Goal of the exercise
From the records below, take each line where the string "covering" shows up and copy it.

Records to process
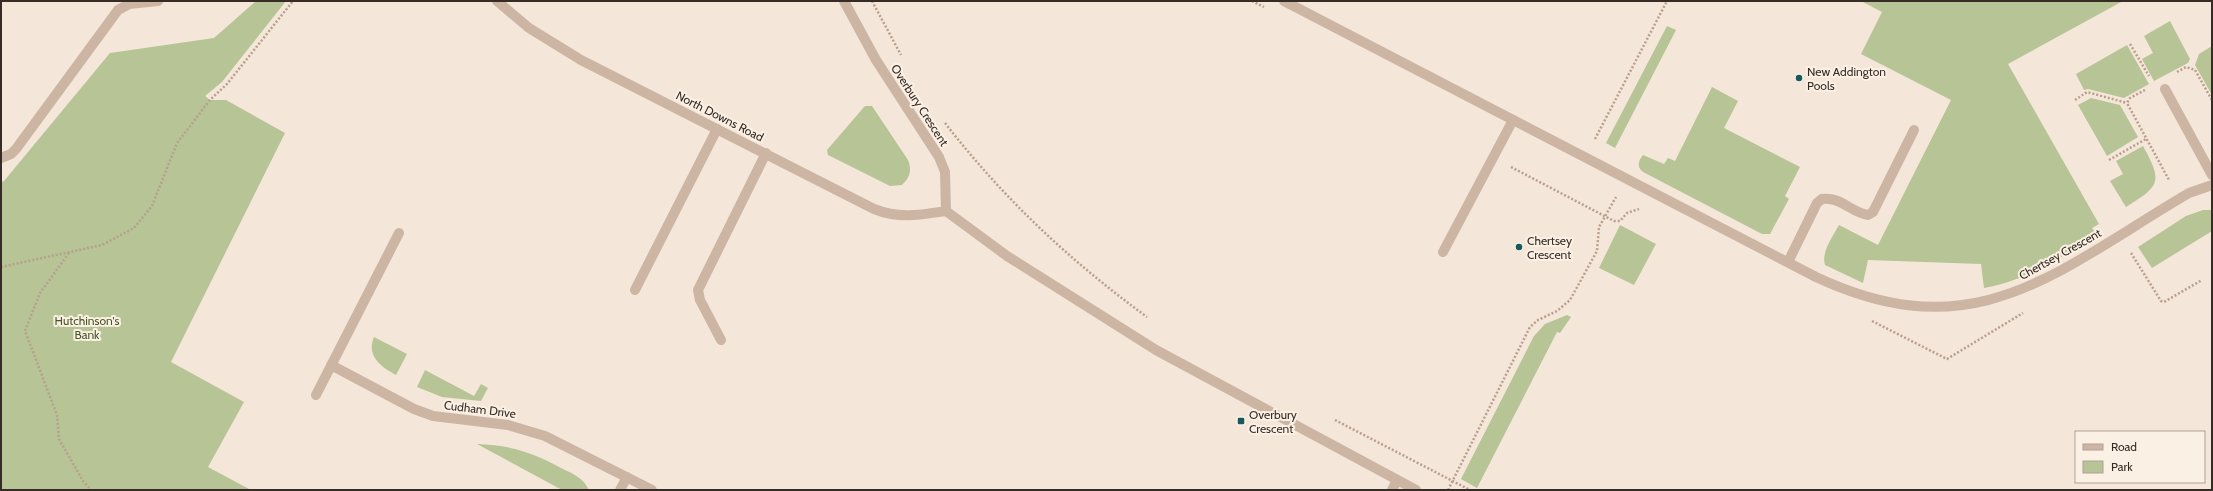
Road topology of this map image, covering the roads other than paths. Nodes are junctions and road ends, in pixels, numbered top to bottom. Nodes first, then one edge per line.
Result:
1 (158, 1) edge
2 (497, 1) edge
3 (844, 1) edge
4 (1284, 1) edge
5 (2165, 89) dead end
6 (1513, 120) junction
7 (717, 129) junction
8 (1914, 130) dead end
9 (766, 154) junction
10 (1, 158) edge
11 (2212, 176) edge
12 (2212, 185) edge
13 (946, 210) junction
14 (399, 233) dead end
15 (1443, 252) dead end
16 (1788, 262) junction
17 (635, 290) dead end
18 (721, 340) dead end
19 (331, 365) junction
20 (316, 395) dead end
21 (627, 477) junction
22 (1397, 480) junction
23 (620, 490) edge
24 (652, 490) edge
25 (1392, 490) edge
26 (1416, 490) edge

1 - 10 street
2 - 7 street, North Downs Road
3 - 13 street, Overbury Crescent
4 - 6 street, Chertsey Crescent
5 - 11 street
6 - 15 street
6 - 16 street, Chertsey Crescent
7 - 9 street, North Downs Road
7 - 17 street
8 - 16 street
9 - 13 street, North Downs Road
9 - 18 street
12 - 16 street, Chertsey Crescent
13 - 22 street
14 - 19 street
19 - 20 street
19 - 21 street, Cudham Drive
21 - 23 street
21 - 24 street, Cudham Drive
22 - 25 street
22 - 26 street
==
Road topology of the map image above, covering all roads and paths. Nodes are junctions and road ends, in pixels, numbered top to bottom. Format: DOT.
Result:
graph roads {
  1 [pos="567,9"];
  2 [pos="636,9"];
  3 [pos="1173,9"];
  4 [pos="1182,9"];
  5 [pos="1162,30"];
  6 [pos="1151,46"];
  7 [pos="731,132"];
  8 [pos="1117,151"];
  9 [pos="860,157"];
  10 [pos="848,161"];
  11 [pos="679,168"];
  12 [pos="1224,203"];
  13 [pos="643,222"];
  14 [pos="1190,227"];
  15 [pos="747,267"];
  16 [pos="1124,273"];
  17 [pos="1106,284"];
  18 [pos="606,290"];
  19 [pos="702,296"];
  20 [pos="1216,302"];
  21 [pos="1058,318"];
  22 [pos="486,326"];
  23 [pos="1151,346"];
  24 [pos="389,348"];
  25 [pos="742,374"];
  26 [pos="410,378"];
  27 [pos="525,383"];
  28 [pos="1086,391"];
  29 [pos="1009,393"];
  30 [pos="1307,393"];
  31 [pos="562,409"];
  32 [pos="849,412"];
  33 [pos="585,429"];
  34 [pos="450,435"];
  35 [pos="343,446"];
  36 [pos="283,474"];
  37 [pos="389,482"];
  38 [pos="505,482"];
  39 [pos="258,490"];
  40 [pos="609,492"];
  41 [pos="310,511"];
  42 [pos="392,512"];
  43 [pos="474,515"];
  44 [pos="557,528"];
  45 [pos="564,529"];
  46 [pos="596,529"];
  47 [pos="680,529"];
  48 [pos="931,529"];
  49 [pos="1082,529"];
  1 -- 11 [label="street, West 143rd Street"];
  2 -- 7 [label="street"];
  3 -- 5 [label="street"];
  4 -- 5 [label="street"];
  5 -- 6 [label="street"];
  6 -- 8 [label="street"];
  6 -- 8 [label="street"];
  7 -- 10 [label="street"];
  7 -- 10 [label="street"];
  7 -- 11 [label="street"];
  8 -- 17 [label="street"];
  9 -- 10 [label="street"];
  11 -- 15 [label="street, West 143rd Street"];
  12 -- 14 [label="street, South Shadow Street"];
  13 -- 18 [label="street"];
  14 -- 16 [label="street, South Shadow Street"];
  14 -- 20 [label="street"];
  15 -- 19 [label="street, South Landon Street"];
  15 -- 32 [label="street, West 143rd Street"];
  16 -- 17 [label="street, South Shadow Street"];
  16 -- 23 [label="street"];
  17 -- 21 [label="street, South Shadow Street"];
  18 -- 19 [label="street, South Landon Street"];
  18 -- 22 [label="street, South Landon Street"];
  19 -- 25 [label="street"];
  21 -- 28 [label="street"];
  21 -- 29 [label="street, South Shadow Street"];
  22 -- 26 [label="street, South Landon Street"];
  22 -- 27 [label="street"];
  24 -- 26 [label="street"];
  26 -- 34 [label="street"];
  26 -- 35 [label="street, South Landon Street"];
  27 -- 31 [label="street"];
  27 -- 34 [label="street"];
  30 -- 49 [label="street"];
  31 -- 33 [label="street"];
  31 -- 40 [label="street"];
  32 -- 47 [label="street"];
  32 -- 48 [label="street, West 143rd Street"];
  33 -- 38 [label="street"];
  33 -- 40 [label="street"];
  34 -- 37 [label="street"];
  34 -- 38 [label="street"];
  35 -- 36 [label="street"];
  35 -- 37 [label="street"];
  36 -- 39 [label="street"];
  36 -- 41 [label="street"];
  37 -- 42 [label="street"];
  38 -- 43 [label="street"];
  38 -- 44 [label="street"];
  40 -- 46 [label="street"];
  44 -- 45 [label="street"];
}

Expected answer
Road topology of this map image, covering the roads other than paths. Nodes are junctions and road ends, in pixels, numbered top to bottom. Nodes first, then one edge per line.
Road topology of the map image above, covering all roads and paths. Nodes are junctions and road ends, in pixels, numbered top to bottom. Format: DOT.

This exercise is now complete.